- Born: Nipun Avinash Dharmadhikari 1987 (age 38–39)
- Education: Brihan Maharashtra College of Commerce, Pune
- Occupations: actor; writer; director;
- Years active: 2003 - present
- Known for: Dhappa; Amar Photo Studio; Casting Couch With Amey & Nipun; Mismatched; Me Vasantrao;
- Awards: Nargis Dutt Award for Best Feature Film on National Integration (2018)

= Nipun Dharmadhikari =

Indian director, writer and actor

Nipun Avinash Dharmadhikari (born in 1987) is a Marathi writer, actor, and director. He is known for the revival of Sangeet Natak (Musicals) and long five act plays.

== Early life and personal life ==
Dharmadhikari's early education was in a convent school. He started learning classical music when he was 8. His first contact with arts came when he did an impromptu performance of the Marathi play, Varhad Nighalay London La in front of his class, in school. The teachers found out and he then began performing for annual days and other public events. He was a student of Brihan Maharashtra College of Commerce, where he was studying to become a chartered accountant. In 2003, Dharmadhikari started acting in plays for Purushottam Karandak, Pune's intercollegiate theatre competition. He has also participated in Zee Karandak.

He is married to singer Sanhita Chandorkar.

== Career ==
He started Natak Company along with Amey Wagh, Parna Pethe and few students from Brihan Maharashtra College of Commerce and Fergusson college in 2008, which produces Marathi plays. His maiden venture was the play Cycle, where he directed Amey Wagh. In 2009, he was seen in the Marathi film, Harishchandrachi Factory. He went on to direct two plays, the first one being Lose Control, which dealt with sexual fantasies of three teenagers; while the second one was Never Mind, starring Spruha Joshi. In 2013, Dharmadhikari also wrote for the Hindi romantic comedy-drama film, Nautanki Saala!.

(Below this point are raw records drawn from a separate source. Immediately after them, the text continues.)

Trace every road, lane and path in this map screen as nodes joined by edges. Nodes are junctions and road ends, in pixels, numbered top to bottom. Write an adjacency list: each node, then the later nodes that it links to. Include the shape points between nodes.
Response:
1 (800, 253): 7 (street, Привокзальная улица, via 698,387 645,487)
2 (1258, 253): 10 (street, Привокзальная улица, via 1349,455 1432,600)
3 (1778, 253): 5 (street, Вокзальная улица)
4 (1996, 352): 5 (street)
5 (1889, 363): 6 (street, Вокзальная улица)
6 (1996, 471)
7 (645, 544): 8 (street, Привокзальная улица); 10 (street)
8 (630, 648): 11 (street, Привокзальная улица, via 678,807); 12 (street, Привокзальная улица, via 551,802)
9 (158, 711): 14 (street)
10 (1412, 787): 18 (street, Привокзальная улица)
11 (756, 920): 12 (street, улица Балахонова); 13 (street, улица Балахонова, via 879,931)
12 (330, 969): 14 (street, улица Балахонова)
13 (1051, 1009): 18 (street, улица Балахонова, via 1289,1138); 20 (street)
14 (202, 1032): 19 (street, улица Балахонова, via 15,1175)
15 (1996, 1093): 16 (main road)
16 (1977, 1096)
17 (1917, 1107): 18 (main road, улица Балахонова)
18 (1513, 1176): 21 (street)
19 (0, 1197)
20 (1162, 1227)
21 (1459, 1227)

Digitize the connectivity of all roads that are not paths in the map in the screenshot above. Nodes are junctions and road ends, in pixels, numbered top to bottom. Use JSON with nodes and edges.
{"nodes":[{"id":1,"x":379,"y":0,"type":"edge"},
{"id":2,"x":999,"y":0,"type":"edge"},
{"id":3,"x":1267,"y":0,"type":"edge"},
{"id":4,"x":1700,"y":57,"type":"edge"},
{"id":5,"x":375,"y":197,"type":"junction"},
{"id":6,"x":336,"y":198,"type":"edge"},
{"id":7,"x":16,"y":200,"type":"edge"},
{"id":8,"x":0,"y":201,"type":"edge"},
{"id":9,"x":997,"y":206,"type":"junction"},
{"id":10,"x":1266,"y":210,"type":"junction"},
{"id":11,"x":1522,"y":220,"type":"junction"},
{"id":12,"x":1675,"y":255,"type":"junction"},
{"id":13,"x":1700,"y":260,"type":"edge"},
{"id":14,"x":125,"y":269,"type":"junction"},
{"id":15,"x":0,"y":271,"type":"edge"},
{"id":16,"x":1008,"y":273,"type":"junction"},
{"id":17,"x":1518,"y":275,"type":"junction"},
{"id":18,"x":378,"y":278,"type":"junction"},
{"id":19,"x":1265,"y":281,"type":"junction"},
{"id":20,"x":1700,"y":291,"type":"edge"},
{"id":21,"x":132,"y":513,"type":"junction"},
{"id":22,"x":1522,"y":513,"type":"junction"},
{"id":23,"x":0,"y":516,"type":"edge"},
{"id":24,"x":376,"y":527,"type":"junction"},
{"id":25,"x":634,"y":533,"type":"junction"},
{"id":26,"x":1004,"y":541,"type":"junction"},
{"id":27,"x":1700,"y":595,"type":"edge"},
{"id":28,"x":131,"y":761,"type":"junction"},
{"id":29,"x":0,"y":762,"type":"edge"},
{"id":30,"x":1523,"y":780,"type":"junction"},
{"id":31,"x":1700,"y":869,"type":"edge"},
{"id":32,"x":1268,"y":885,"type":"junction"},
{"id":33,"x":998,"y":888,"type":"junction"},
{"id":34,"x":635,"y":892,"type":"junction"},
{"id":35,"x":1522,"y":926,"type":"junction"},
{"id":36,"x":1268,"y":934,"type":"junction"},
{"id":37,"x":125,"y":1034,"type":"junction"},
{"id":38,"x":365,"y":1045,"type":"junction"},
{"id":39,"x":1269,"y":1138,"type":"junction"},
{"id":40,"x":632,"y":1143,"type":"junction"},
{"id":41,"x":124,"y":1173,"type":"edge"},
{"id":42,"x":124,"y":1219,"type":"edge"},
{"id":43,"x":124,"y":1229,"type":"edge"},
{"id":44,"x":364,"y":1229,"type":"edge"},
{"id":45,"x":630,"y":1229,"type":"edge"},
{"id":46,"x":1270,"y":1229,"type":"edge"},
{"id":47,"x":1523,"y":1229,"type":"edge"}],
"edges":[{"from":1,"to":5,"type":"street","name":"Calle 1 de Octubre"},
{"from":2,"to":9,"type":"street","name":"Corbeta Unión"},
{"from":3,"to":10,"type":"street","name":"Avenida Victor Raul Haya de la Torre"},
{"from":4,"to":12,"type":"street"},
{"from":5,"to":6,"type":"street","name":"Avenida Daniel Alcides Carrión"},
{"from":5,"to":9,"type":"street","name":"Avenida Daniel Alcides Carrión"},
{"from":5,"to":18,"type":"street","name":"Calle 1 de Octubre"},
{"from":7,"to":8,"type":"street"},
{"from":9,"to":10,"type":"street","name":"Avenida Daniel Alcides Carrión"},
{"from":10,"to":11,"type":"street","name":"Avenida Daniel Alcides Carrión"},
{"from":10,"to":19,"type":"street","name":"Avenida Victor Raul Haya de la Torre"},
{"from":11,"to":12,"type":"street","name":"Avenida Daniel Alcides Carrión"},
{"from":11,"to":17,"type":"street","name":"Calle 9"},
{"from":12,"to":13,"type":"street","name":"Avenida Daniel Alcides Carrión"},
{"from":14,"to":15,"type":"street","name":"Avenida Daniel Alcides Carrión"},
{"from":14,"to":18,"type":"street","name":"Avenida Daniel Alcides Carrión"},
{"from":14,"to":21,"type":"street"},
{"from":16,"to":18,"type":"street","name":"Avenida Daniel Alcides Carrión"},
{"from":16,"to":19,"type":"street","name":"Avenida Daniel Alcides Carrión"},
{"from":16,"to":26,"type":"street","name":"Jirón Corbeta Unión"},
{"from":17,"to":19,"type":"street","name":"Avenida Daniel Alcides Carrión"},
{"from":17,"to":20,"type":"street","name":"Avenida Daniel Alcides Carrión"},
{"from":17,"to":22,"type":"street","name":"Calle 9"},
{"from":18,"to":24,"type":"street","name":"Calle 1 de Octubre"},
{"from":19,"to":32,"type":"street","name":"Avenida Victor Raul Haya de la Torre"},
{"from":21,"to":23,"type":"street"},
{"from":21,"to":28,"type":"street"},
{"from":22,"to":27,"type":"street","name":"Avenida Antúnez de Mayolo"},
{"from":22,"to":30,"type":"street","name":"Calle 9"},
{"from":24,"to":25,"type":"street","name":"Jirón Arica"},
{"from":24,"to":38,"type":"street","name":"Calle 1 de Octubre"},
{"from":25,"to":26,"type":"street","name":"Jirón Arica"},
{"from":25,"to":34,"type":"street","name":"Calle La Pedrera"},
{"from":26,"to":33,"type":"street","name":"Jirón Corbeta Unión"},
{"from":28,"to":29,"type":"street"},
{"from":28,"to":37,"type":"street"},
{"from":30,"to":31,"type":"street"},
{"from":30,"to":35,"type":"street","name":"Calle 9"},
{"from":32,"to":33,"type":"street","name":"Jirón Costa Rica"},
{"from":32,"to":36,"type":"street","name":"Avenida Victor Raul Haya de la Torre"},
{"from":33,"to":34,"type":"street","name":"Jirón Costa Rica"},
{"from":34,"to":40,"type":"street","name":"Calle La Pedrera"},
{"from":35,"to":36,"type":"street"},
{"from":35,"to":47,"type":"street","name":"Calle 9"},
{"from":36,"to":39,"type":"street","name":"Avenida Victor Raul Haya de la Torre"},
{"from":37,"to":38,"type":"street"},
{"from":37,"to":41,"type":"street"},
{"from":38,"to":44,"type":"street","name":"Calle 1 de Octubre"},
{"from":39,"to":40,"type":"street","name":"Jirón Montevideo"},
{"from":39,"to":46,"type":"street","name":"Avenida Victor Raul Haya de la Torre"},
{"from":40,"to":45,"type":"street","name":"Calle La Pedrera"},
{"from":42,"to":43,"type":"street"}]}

In 2015, Dharmadhikari was also featured in Forbes India's 30 under 30 list. In the same year, he was also seen in Highway, where he was seen playing a football fan. He was again featured on Forbes Asia's 30 under 30 list in 2016. He hosts the satirical talk show Casting Couch with Amey & Nipun on the YouTube channel, Bharatiya Digital Party, which started the same year. He made his marathi movie directorial debut through Baapjanma(2017). He also went on to direct the national award winning film, Dhappa. He was the guest of honour at Vinodottam Karandak in 2017. He has also directed award winning plays like Sharam Gayi Toh, 36 and Dalan. In 2022, he directed the Marathi play Adlay Ka…?, starring Parna Pethe and Atul Pethe, based on the original work Die Besetzung (The Occupation) by Swiss writer Charles Lewinsky and translated by Shaunak Chandorkar.

==Filmography==
===Films===

| Year | Title | Role | Language | Reference |
| 2009 | Harishchandrachi Factory | Actor | Marathi |  |
| 2013 | Nautanki Saala! | Writer | Hindi |  |
| 2015 | Highway | Actor | Marathi |  |
| 2017 | Baapjanma | Writer/ Director |  |
| 2018 | Dhappa |  |
| Karwaan | Actor | Hindi |  |
| 2022 | Me Vasantrao | Writer/ Director | Marathi |  |
| 2024 | 1234 | Actor/ Writer |  |
| Ishq Vishk Rebound | Director | Hindi |  |
| 2025 | Baai Tujhyapayi | Marathi |  |
| 2026 | Tighee | Actor |  |

===Shows===

| Name | Role | Language | Platform | Reference |
|---|---|---|---|---|
| Side Hero | Writer | Hindi | Eros Now |  |
| Casting Couch With Amey & Nipun | Host | Marathi | YouTube |  |
| Once A Year | Arihant | Marathi | MXPLAYER |  |
| Mismatched S1, S2, S3 | Director | Hindi | Netflix |  |

===Plays===

Year of first show: Name; Role; Reference
2012: Never Mind; Director
2016: Amar Photo Studio
Sangeet Saunshaykallol
2017: Stand-Up; Actor
2018: Once More; Director
2022: Adlay Ka...?
2026: Lagna Panchami
Unknown: Cycle
Sangeet Manapman
Sangeet Saubhadra
Lose Control

== Awards ==
- Third Position at the Maharashtra State Professional Drama Competition 2017 (Direction), for Amar Photo Studio
- Best Director, Maharashtra Times Sanmaan 2017
- Nargis Dutt Award for Best Feature Film on National Integration in 2018 for Dhappa.
- Best Director, Zee Natya Gaurav Puraskar 2019 for Once More.